• [Assignment]:
Please output the records below word for word and omit the pictures.
>>
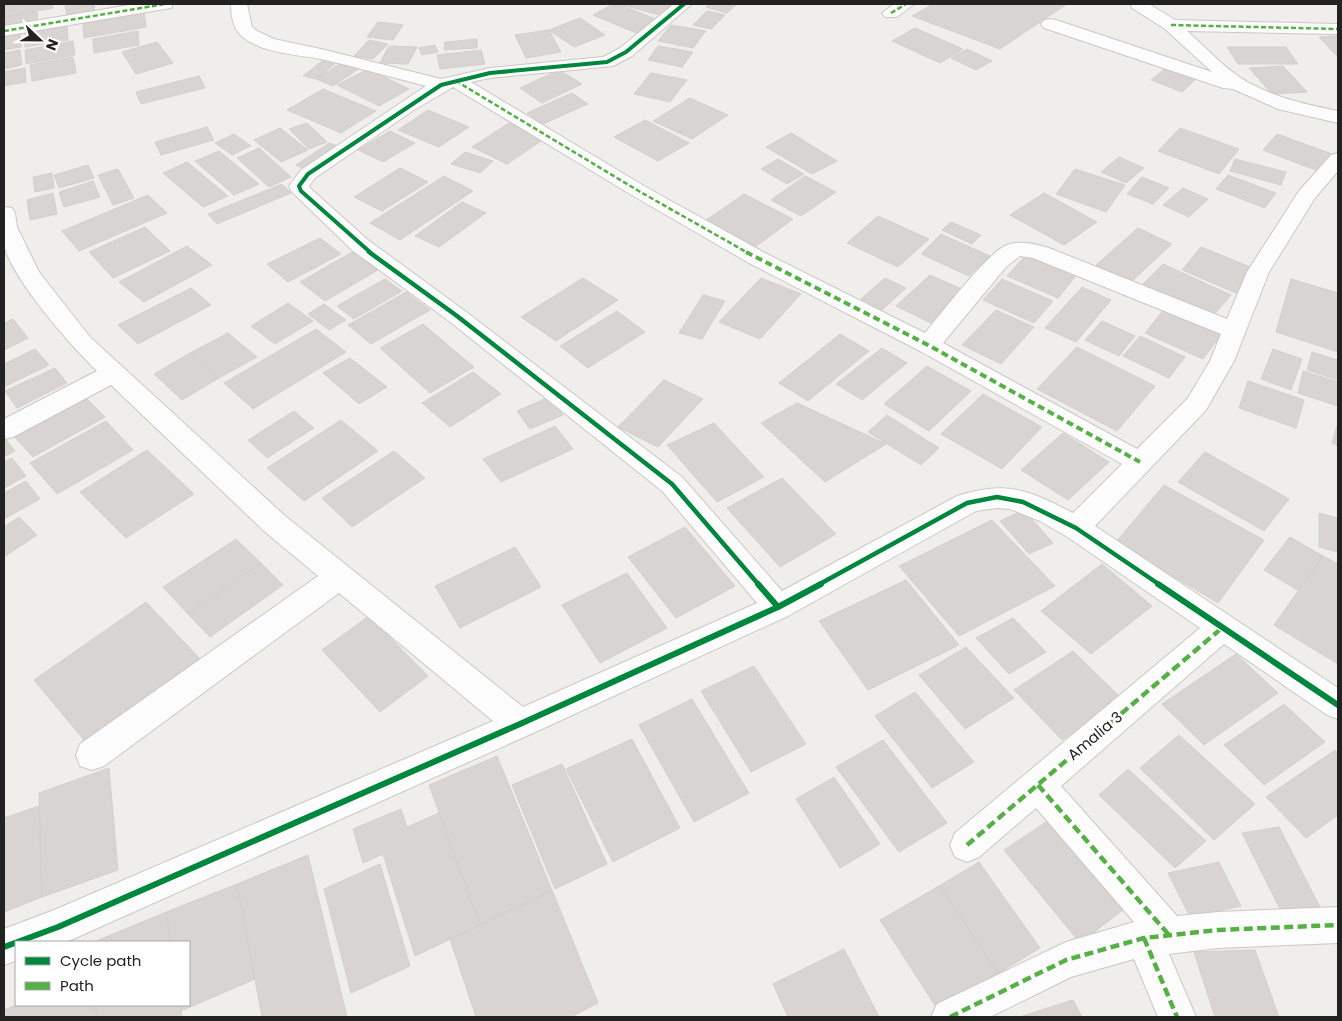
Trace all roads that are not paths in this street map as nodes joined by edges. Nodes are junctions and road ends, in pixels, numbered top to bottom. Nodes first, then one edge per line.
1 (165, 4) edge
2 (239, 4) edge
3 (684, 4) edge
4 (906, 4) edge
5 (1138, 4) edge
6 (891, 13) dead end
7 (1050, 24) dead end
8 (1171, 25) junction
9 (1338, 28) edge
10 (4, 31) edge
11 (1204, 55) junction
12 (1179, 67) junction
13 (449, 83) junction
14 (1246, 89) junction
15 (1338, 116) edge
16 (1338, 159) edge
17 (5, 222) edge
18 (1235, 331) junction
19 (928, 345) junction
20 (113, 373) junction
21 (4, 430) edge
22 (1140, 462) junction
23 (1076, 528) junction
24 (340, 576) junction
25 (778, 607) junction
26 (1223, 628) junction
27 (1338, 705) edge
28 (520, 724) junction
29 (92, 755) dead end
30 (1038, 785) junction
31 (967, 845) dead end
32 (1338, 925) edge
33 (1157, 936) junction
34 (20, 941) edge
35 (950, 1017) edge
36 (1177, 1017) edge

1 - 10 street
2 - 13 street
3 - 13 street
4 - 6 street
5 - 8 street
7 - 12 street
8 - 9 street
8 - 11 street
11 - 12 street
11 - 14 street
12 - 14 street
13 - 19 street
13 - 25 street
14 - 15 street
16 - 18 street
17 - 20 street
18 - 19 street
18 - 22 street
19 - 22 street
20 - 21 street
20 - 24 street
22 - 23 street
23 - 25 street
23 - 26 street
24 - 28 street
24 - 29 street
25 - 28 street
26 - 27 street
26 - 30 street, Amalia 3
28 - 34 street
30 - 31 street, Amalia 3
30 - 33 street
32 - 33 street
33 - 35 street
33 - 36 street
<<
• [Answer for the task]:
Trace all roads that are not paths in this street map as nodes joined by edges. Nodes are junctions and road ends, in pixels, numbered top to bottom. Nodes first, then one edge per line.
1 (165, 4) edge
2 (239, 4) edge
3 (684, 4) edge
4 (906, 4) edge
5 (1138, 4) edge
6 (891, 13) dead end
7 (1050, 24) dead end
8 (1171, 25) junction
9 (1338, 28) edge
10 (4, 31) edge
11 (1204, 55) junction
12 (1179, 67) junction
13 (449, 83) junction
14 (1246, 89) junction
15 (1338, 116) edge
16 (1338, 159) edge
17 (5, 222) edge
18 (1235, 331) junction
19 (928, 345) junction
20 (113, 373) junction
21 (4, 430) edge
22 (1140, 462) junction
23 (1076, 528) junction
24 (340, 576) junction
25 (778, 607) junction
26 (1223, 628) junction
27 (1338, 705) edge
28 (520, 724) junction
29 (92, 755) dead end
30 (1038, 785) junction
31 (967, 845) dead end
32 (1338, 925) edge
33 (1157, 936) junction
34 (20, 941) edge
35 (950, 1017) edge
36 (1177, 1017) edge

1 - 10 street
2 - 13 street
3 - 13 street
4 - 6 street
5 - 8 street
7 - 12 street
8 - 9 street
8 - 11 street
11 - 12 street
11 - 14 street
12 - 14 street
13 - 19 street
13 - 25 street
14 - 15 street
16 - 18 street
17 - 20 street
18 - 19 street
18 - 22 street
19 - 22 street
20 - 21 street
20 - 24 street
22 - 23 street
23 - 25 street
23 - 26 street
24 - 28 street
24 - 29 street
25 - 28 street
26 - 27 street
26 - 30 street, Amalia 3
28 - 34 street
30 - 31 street, Amalia 3
30 - 33 street
32 - 33 street
33 - 35 street
33 - 36 street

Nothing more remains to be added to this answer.